Treatment of ARDS from COVID-19 remains an ongoing challenge. It is important to continuously adapt the treatment strategy to the emerging evidence and to tailor the approach with patient compliance Clinical strategies using a step-up approach of sequential application of Bipap and HFNC can be beneficial in patients with moderately severe hypoxemia.
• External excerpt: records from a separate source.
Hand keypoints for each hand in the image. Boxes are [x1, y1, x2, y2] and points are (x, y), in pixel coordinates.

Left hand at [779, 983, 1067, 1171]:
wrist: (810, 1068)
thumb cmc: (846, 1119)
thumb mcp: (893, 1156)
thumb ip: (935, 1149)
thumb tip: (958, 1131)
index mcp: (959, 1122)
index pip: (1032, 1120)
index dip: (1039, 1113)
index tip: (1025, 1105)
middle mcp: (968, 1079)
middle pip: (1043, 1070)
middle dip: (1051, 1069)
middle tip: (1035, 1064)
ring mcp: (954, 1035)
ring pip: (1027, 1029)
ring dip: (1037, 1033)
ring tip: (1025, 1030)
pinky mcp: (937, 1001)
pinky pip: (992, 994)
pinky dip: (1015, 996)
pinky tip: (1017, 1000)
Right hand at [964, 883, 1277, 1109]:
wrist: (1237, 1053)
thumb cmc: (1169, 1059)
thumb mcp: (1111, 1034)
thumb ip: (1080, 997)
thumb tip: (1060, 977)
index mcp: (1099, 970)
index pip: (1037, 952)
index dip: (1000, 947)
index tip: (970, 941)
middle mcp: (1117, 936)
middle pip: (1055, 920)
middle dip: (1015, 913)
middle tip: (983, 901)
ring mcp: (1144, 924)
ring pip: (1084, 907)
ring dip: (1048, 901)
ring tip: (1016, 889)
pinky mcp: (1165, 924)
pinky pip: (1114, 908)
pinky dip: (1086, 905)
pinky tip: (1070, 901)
This 3-step protocol has provided us with good results in 12 ICU patients and we were able to successfully treat obese, geriatric and cachexic patients who presented with SARI due to COVID19.

1. Scala, R. and Pisani, L. "Non-invasive ventilation in acute respiratory failure: which recipe for success?" European Respiratory Review, vol. 27, 2018.

2. Marini, J. and Gattinoni, L. "Management of COVID-19 respiratory distress." JAMA, 2020.

3. Rochwerg, B. et al. "Official ERS/ATS clinical practice guidelines: noninvasive ventilation for acute respiratory failure." European Respiratory Journal, vol. 50, 2017.

4. Wang, K. et al. "The experience of high-flow nasal cannula in hospitalized patients with 2019 novel coronavirus-infected pneumonia in two hospitals of Chongqing, China." Annals of Intensive Care, vol. 10, 2020, pp. 37.

5. Parke, R. et al. "Pressures delivered by nasal high flow oxygen during all phases of the respiratory cycle." Respiratory Care, 2013.

6. Frat, J.P. et al. "Sequential application of oxygen therapy via high-flow nasal cannula and noninvasive ventilation in acute respiratory failure: an observational pilot study." Respiratory Care, vol. 60, 2015, pp. 170–178.

7. Loh, N.W. et al. "The impact of high-flow nasal cannula (HFNC) on coughing distance: implications on its use during the novel coronavirus disease outbreak." Canadian Journal of Anaesthesia, 2020.

8. Parke, R.L. et al. "Effect of very-high-flow nasal therapy on airway pressure and end-expiratory lung impedance in healthy volunteers." Respiratory Care, vol. 60, 2015, pp. 1397–1403.